Громко скрипнула калитка, и во двор зашли молодой староста Миколай Налыгач и полицейский Кирилл Лантух, у которого, как говорит бабушка Арина, на морде черти горох молотили.

— Буланый в хлеву? — кивнул Миколай матери, которая выросла в дверях.

— В хлеву, — еле слышно промолвила.

— Выводи, — приказал Кирилл.

Марина ничего на тот приказ не ответила.

— Чего это ты как в рот воды набрала? — насупился Миколай.

— А наша фамилия — Мовчаны.

Буркнул:

— Временно берем коня. На операцию.

— Ваша воля…

— А конечно ж наша. Ты никак не привыкнешь? — ощерился Лантух.

— Да привыкаем…

— Привыкай, Марина.

Они оба, как жеребцы, заржали.

Наржавшись, Миколай снова помрачнел. Лантух возился со сбруей, а Миколай вполголоса, чтобы не слышал полицейский, с тревогой признался:

— Думаешь, мне не осточертела вся эта богадельня? С удовольствием плюнул бы на все, бросил бы к бисовой бабушке… Э-эх, жизнь…

— А кто же тебе мешает? Брось.

Миколай покрутил бычьей шеей, будто освобождался от хомута, который въелся ему в холку.

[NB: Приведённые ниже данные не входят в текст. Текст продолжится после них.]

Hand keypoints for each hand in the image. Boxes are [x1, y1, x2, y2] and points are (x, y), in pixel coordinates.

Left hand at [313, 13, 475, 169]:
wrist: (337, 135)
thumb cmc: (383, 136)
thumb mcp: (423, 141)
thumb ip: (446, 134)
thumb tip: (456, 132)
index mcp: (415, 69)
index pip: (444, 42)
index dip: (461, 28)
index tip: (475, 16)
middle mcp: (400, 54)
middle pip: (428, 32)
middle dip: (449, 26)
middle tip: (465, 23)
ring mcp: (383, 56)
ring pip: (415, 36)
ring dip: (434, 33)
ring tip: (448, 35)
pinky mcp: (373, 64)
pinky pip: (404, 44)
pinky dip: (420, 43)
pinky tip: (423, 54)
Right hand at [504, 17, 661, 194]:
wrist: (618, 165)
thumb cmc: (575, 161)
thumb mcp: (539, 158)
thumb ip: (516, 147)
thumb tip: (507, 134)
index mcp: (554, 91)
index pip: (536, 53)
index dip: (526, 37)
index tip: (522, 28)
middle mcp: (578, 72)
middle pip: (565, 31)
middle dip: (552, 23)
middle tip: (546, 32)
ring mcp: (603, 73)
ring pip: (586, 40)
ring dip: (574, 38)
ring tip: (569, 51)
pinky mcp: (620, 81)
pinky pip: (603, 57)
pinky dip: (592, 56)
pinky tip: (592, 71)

— Очень далеко зашел я, Марина. Слишком глубоко шею всунул в петлю. Назад возврата нет. Уже нет, Марина! — Последние слова не сказал, а будто простонал.

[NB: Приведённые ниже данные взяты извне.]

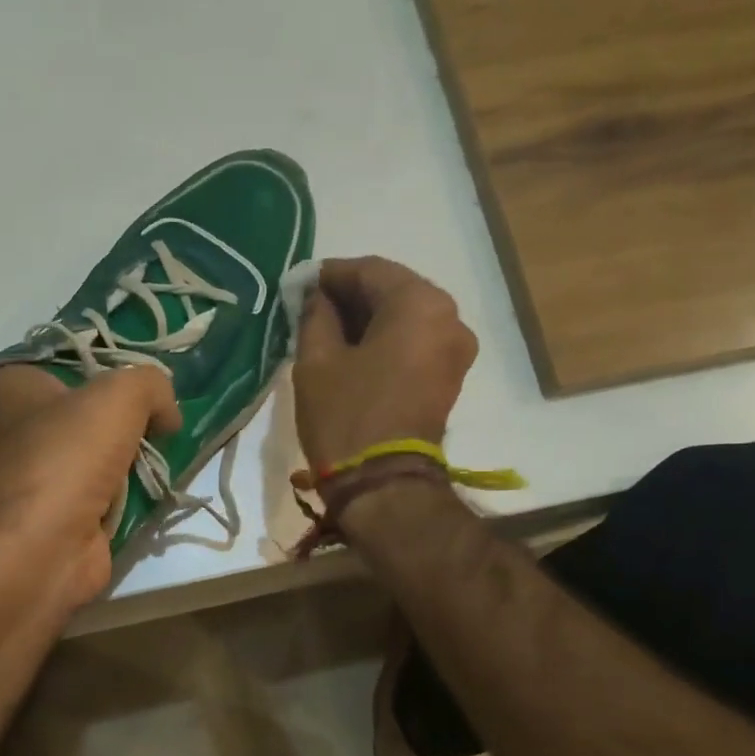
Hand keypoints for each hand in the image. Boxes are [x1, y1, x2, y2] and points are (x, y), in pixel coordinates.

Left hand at [0, 365, 180, 608]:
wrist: (43, 550)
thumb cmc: (68, 458)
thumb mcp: (120, 396)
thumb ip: (152, 384)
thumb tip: (168, 415)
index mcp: (18, 386)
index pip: (72, 361)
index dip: (113, 368)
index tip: (149, 383)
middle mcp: (23, 426)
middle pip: (93, 409)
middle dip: (131, 417)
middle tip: (164, 419)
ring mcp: (44, 473)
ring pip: (105, 451)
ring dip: (136, 456)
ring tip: (166, 452)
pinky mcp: (66, 512)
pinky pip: (110, 489)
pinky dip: (132, 490)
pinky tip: (156, 486)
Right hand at [292, 257, 477, 476]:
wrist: (382, 485)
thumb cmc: (346, 416)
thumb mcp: (316, 359)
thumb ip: (315, 314)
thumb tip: (315, 295)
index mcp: (420, 304)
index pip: (369, 270)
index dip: (330, 274)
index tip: (299, 285)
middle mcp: (449, 317)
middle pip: (393, 291)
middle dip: (350, 297)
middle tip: (310, 307)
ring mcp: (455, 349)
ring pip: (404, 317)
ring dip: (367, 320)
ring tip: (326, 332)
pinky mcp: (449, 377)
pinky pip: (414, 342)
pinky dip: (385, 340)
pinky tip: (352, 351)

— А ты покайся, — по-женски сердечно посоветовала она.

— Им? — кивнул на лес и снова покрутил бычьей шеей. В его красивых глазах женщина увидела страх, перемешанный с устоявшейся тоской. — Москва слезам не верит.

И она почувствовала — трудно было ему выговорить эти слова. Опять ответила по-женски просто:

— А ты попробуй, может, и поверят.

Миколай нахмурился еще больше и промолчал.

Промымрил, обращаясь к рябому:

— Ну, Лантух, погоняй.

Пан староста и начальник полиции поплелись со двора, уводя на уздечке Буланого, а Марина еще долго стояла и смотрела им вслед, озадаченная словами молодого Налыгача. «Что стряслось с Миколаем? Отчего это он вдруг так заговорил? Ин-те-рес-но!..»

Гром за Чернобаевкой

Шли дни — как годы, месяцы — как столетия, а годы — как вечность. Люди ждали-выжидали грома с востока.

Бабушка размашисто крестилась, не на иконы, а на тот гром, и приговаривала, ни к кому не обращаясь:

— Слава тебе, господи, и тебе, царица небесная, услышали молитвы наши, на слезы вдовьи сжалились.

Двинулись немецкие обозы. Да все на запад, все на запад.

Гриша заметил — туда, на восток, спешили бесконечно длинные железнодорожные эшелоны и автомашины, солдаты орали свои лающие песни-марши. А возвращались почему-то на телегах, а то и пехтурой. И танков вроде меньше стало, и людей не очень густо, и песен тех лающих что-то не слыхать…

В сентябре сорок третьего, благословляя громы за Чернобаевкой, таранивцы начали связывать пожитки в узлы, суматошно бросали на телеги домашнее добро, что было под рукой, спешили в лес. Спешили потому, что из соседних сел приходили страшные вести: отступая, гитлеровцы сжигают села, а людей, как скотину, гонят на запад…

Готовились в дорогу и Налыгачи с Лантухами. Только в другую сторону — с немцами.

В субботу с самого утра повыносили на дорогу мешки со всяким добром. Ждали машин «ослобонителей». Но грузовики проскакивали мимо, гитлеровцы не обращали внимания на «голосующих».

Все же остановили одну грузовую машину, показали свои холуйские повязки на рукавах.

— Вэк, вэк![7] — высунулся из кабины небритый офицер.

Миколай кинулся к кузову и увидел там среди солдат панка из районной управы, который как-то по-звериному спрятался в углу.